INFORMATION below:

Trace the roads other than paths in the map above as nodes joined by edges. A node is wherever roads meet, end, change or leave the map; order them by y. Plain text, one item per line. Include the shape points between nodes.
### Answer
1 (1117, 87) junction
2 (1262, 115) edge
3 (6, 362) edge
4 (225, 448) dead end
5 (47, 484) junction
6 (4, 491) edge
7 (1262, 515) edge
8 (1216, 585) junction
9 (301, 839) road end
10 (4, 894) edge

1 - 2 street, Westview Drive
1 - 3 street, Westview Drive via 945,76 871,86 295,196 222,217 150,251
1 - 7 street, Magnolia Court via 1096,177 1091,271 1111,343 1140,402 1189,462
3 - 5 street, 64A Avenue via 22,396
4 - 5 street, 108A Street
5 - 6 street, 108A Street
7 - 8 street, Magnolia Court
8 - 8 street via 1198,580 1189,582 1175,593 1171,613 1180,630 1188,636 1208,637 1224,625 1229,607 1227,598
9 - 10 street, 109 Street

End of INFORMATION.
INFORMATION below:

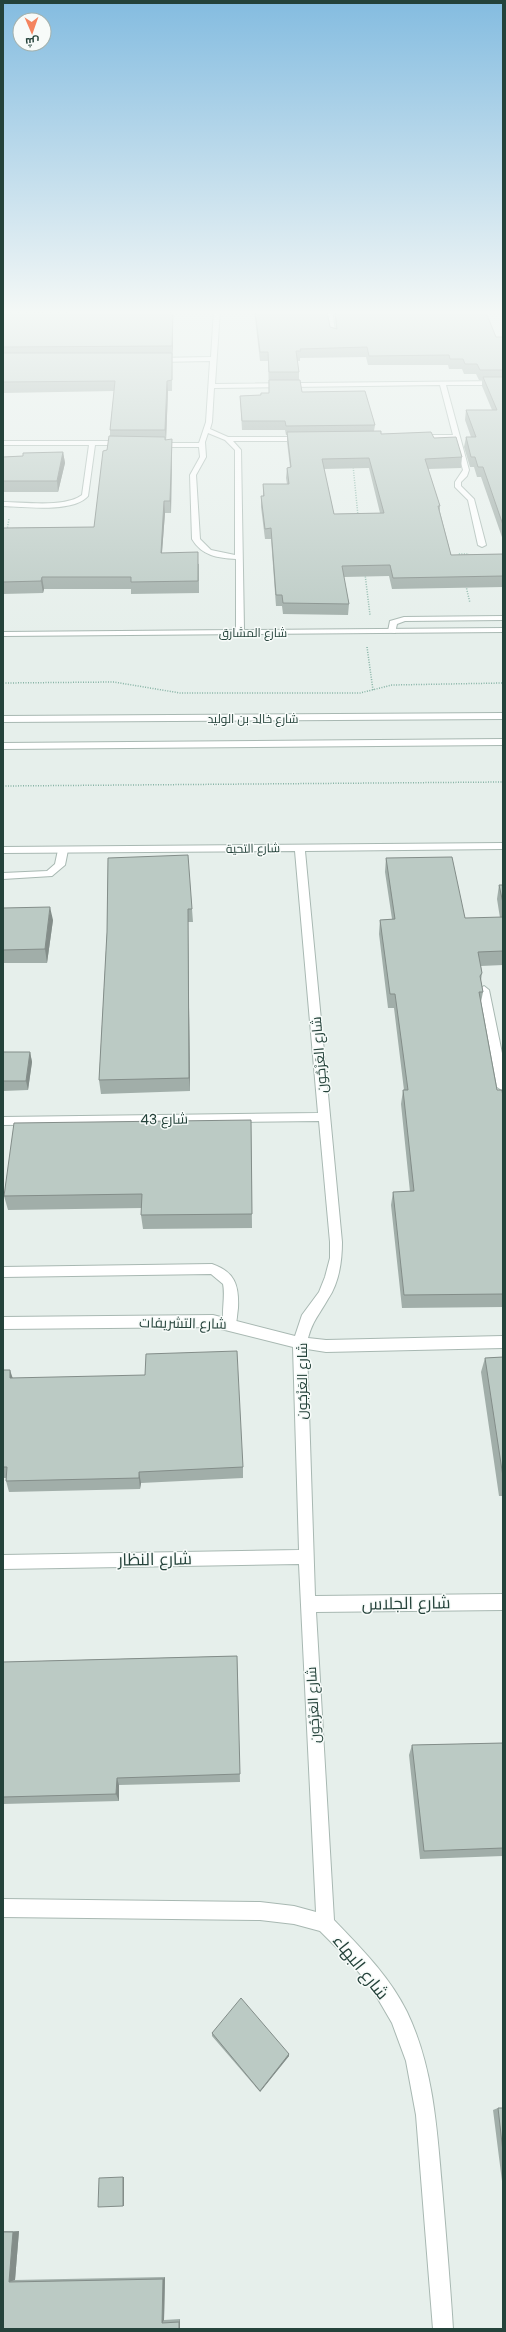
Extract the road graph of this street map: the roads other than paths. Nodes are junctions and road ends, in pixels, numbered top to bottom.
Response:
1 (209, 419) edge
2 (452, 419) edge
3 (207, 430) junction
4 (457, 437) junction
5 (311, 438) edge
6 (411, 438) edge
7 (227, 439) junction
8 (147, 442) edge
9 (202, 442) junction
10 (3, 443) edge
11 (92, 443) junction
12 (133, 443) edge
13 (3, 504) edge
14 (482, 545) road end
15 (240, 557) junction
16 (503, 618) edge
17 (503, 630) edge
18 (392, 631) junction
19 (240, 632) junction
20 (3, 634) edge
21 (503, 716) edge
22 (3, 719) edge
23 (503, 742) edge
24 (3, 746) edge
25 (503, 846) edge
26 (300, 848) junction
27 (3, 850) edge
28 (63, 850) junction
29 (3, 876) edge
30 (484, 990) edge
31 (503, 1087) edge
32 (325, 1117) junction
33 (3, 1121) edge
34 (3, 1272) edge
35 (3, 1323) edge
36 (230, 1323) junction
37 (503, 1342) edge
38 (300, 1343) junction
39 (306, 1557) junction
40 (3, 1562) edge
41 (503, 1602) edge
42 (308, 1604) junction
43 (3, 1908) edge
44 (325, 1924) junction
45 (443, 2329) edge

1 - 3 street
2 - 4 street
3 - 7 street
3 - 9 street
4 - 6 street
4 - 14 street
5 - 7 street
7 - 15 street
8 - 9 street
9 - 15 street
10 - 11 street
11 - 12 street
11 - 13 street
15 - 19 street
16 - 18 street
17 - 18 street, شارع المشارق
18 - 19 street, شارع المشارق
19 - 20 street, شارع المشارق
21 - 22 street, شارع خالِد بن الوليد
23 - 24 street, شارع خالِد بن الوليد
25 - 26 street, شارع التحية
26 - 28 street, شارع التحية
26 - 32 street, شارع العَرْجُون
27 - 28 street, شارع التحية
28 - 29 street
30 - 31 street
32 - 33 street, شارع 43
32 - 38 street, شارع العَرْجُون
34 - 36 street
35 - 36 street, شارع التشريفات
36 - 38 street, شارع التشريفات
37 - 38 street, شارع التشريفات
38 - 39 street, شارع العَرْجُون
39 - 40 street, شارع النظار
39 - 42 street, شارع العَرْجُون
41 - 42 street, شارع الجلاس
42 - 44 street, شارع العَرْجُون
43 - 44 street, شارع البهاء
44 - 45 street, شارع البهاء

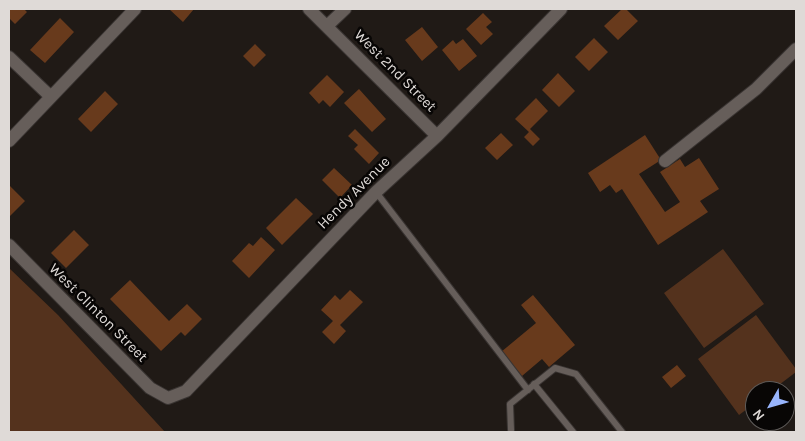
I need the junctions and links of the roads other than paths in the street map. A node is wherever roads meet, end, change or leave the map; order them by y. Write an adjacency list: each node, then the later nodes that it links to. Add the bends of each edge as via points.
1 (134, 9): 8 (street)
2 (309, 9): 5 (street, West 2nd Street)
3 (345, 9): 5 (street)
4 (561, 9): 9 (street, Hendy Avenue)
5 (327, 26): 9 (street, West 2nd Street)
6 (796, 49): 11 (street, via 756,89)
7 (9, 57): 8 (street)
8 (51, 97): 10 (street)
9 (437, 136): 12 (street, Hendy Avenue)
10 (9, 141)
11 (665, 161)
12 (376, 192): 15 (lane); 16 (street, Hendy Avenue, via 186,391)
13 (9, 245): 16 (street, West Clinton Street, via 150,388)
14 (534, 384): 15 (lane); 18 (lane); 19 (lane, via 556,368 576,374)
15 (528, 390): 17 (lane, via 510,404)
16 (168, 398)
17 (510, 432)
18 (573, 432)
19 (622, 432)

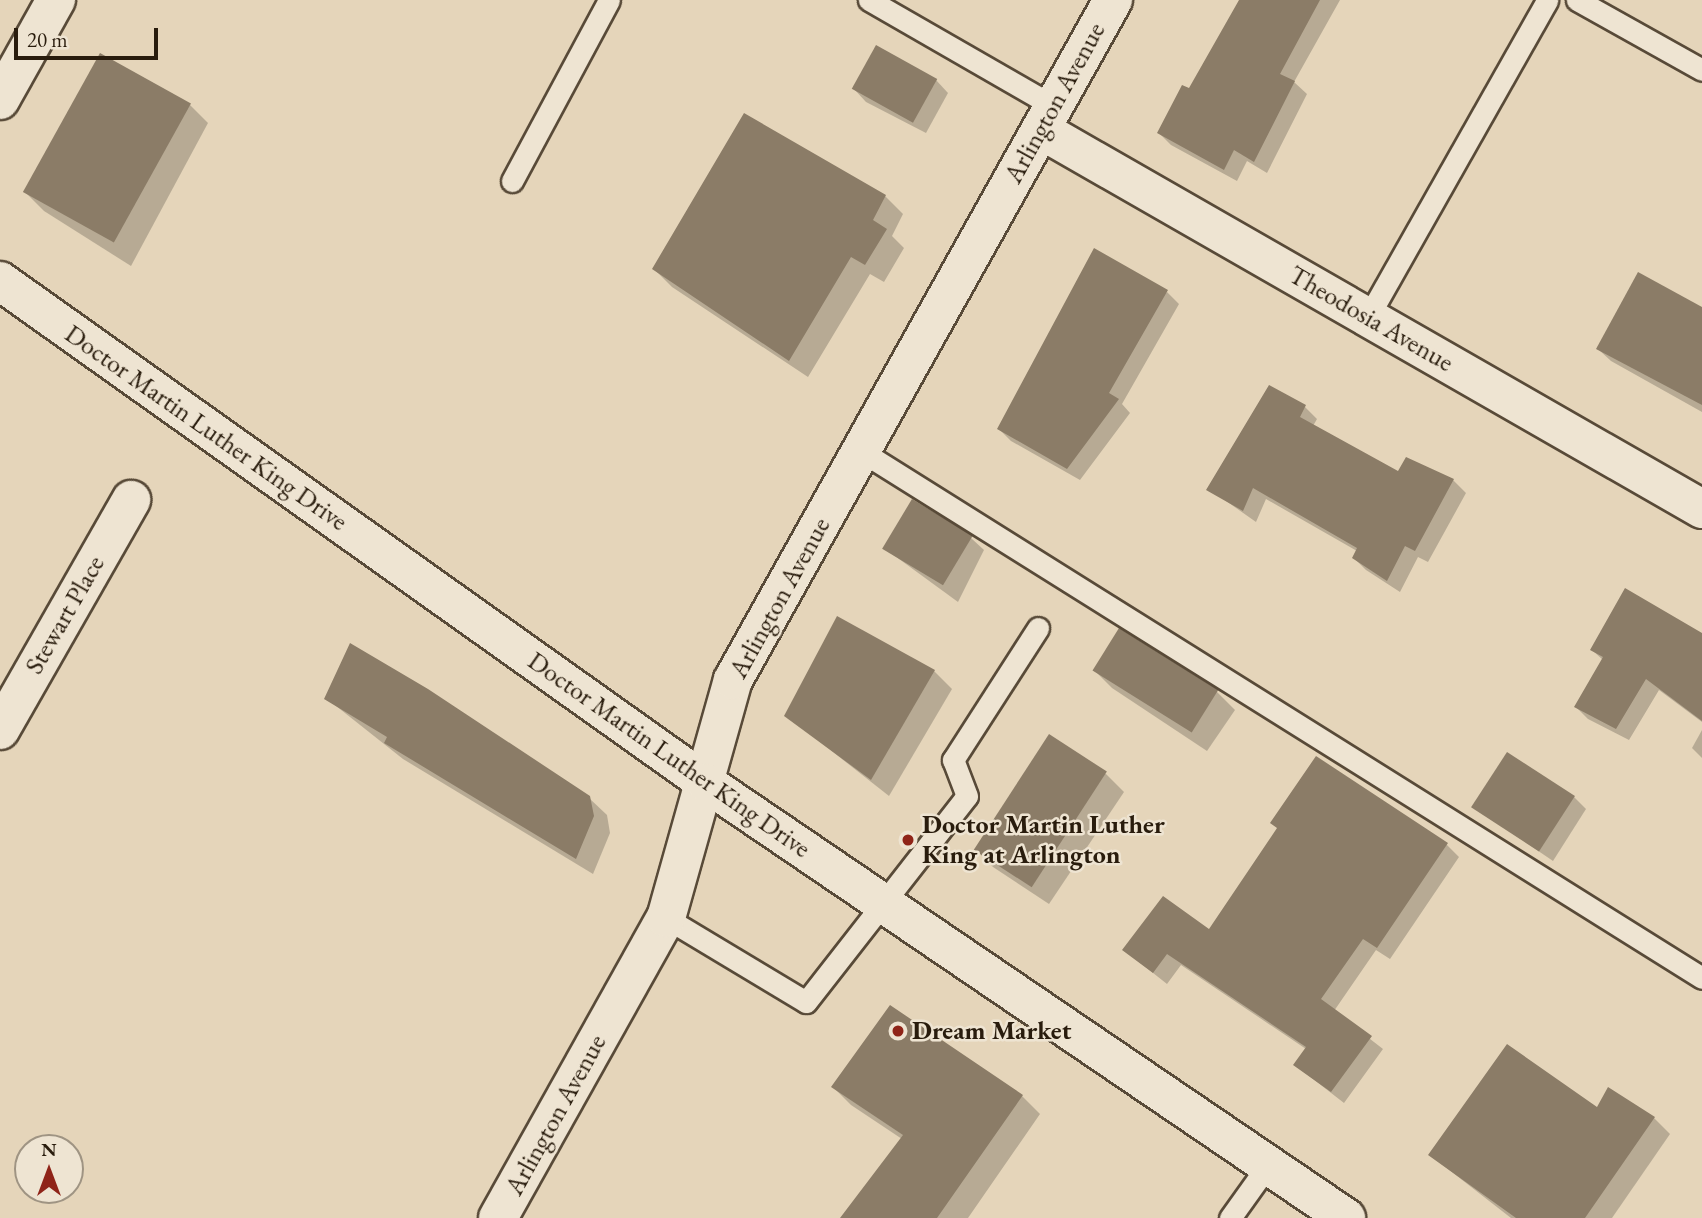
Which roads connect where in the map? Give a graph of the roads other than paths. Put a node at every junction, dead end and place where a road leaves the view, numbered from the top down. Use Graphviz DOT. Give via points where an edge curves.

End of INFORMATION.

AIM OF THE EXERCISE >> The word "graph" appears in how many lines of the data? Answer with only the number.

YOUR SOLUTION >> 2